In my anti-death penalty activism, I found a pen pal on death row. Dennis. He’s still there on death row in California. He’s been down since the 80s, hasn’t had his execution scheduled yet. In my correspondence with him, he, a very religious man, once told me,
“If you’re willing to take that step; to take a life, you’ve already let go of your rational mind. You’ve set aside your own humanity, you’ve discarded your ability to see things clearly. For the sake of your trial, you may still be technically sane, sure. However, any man who is willing to take an innocent life, is not capable of assessing the consequences. Don’t you see? That is the true consequence. Life in prison, lethal injection, solitary confinement. That ain’t shit. Giving up your soul? Throwing away your humanity? That’s the true consequence. I will always and forever be a monster. God help me.”

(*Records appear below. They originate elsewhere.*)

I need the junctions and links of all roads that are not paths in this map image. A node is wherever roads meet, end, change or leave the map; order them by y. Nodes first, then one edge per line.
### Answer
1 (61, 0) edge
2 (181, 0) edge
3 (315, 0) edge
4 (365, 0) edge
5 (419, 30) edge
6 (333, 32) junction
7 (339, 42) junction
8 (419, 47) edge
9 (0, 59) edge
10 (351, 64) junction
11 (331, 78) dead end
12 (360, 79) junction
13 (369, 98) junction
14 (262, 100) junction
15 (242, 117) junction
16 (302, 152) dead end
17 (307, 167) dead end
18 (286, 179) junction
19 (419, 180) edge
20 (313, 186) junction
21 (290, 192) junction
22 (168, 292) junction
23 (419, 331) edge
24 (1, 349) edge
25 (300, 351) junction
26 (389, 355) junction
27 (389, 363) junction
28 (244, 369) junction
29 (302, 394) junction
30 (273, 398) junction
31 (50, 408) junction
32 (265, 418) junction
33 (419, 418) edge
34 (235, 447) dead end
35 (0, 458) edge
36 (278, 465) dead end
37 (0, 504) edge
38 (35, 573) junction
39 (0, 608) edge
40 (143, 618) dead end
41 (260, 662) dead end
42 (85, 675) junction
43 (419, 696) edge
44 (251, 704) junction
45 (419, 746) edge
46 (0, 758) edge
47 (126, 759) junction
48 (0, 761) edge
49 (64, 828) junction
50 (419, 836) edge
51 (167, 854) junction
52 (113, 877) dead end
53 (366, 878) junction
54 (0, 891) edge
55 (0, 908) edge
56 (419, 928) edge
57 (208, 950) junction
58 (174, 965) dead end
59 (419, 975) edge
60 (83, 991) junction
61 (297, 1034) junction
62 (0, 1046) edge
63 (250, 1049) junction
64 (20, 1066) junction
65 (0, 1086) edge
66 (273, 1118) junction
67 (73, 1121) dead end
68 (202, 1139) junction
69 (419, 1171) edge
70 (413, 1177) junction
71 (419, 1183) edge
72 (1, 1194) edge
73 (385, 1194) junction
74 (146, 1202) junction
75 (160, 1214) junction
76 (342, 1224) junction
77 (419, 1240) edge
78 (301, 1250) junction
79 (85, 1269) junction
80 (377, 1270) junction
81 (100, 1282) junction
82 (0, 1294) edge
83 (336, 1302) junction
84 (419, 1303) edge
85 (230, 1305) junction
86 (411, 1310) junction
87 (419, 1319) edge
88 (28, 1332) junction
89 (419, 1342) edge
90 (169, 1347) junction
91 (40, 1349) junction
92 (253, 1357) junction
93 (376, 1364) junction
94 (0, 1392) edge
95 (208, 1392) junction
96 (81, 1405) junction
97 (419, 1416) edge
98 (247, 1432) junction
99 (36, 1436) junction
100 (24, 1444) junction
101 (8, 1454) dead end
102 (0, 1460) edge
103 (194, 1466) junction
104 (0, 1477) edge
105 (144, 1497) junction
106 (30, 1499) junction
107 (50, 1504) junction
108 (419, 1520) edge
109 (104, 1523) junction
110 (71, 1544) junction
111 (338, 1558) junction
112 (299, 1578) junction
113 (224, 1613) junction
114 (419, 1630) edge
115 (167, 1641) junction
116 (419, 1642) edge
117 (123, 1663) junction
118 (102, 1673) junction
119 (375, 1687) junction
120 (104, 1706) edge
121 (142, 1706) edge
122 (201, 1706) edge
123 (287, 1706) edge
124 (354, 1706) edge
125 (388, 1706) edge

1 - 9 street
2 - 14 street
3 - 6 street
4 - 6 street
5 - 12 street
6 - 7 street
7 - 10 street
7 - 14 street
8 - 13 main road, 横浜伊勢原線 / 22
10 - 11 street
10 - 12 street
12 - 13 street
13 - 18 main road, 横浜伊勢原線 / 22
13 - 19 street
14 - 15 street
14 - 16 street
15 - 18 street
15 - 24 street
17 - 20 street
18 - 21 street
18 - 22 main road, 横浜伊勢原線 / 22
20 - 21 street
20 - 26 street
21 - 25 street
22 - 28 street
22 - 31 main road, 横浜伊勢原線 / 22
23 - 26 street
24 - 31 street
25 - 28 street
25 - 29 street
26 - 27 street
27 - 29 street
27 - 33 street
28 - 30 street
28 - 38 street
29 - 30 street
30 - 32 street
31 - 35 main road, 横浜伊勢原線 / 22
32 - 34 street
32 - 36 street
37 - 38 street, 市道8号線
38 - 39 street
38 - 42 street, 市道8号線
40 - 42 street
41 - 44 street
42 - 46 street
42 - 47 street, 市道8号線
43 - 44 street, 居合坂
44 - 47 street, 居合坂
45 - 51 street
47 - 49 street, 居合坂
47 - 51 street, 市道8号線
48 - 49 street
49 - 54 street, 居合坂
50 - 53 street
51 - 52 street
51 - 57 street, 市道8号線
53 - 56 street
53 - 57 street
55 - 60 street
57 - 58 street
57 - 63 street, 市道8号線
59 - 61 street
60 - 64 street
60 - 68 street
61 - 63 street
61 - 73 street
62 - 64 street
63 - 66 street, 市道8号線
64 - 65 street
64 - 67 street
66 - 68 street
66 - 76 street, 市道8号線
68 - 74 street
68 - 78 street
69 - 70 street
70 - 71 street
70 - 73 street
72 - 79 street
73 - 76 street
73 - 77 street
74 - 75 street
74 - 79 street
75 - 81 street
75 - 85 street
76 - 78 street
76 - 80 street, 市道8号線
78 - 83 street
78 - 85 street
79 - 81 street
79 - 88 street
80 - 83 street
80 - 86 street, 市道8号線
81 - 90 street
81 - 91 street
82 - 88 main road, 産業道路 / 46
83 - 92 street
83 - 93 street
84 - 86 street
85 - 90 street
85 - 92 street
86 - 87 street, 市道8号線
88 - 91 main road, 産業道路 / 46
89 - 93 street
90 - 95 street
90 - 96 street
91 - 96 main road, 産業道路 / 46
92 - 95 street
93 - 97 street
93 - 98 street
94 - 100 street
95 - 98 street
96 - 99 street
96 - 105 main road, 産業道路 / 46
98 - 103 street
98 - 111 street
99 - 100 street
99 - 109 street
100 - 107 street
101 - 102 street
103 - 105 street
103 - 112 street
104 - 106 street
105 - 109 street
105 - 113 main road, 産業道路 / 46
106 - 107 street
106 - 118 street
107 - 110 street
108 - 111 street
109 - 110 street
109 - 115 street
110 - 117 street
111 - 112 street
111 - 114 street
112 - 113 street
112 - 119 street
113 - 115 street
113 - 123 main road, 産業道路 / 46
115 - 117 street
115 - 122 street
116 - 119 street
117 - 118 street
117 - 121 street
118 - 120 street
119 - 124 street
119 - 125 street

In the book, The Guardians: The True Story of The Saints of Dannemora, the co-author Izzy Zimmerman is an innocent man doing life in prison. He spent 24 years locked up for a crime he did not commit. While in prison, Izzy was a feared man, both by prisoners and C.O.s alike. Why? Because he wanted to die. He wanted so badly to die that he didn’t care what kind of trouble he got into; he didn’t care about being thrown in the hole or being beaten half to death. Life in prison was far worse than the escape of death to Izzy and all the other lifers he knew.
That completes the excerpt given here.